WHAT THE EXERCISE ASKS
Each entry listed below should be reproduced word for word.

DATA TO PROCESS
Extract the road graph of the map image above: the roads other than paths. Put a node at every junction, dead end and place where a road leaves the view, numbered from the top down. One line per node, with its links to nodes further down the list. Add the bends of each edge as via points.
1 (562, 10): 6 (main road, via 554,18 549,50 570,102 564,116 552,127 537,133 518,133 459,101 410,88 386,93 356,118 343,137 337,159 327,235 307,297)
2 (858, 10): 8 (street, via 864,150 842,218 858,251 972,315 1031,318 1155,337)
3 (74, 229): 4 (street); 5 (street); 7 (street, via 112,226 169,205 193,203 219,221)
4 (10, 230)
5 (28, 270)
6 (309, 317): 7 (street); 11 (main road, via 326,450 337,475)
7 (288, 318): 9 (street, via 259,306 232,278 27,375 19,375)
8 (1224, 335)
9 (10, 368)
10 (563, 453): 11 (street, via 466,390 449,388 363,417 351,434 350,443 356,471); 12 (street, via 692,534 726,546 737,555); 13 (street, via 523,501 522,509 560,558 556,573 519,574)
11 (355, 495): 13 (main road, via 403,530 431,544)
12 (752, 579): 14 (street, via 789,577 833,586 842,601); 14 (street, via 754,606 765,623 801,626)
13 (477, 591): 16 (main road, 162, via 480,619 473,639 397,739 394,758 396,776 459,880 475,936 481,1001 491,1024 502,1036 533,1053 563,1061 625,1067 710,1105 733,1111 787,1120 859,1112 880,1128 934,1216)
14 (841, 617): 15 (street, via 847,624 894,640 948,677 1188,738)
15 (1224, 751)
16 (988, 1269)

SOLVED EXERCISE
Extract the road graph of the map image above: the roads other than paths. Put a node at every junction, dead end and place where a road leaves the view, numbered from the top down. One line per node, with its links to nodes further down the list. Add the bends of each edge as via points.
1 (562, 10): 6 (main road, via 554,18 549,50 570,102 564,116 552,127 537,133 518,133 459,101 410,88 386,93 356,118 343,137 337,159 327,235 307,297)
2 (858, 10): 8 (street, via 864,150 842,218 858,251 972,315 1031,318 1155,337)
3 (74, 229): 4 (street); 5 (street); 7 (street, via 112,226 169,205 193,203 219,221)
4 (10, 230)
5 (28, 270)
6 (309, 317): 7 (street); 11 (main road, via 326,450 337,475)
7 (288, 318): 9 (street, via 259,306 232,278 27,375 19,375)
8 (1224, 335)
9 (10, 368)
10 (563, 453): 11 (street, via 466,390 449,388 363,417 351,434 350,443 356,471); 12 (street, via 692,534 726,546 737,555); 13 (street, via 523,501 522,509 560,558 556,573 519,574)
11 (355, 495): 13 (main road, via 403,530 431,544)
12 (752, 579): 14 (street, via 789,577 833,586 842,601); 14 (street, via 754,606 765,623 801,626)
13 (477, 591): 16 (main road, 162, via 480,619 473,639 397,739 394,758 396,776 459,880 475,936 481,1001 491,1024 502,1036 533,1053 563,1061 625,1067 710,1105 733,1111 787,1120 859,1112 880,1128 934,1216)
14 (841, 617): 15 (street, via 847,624 894,640 948,677 1188,738)
15 (1224, 751)
16 (988, 1269)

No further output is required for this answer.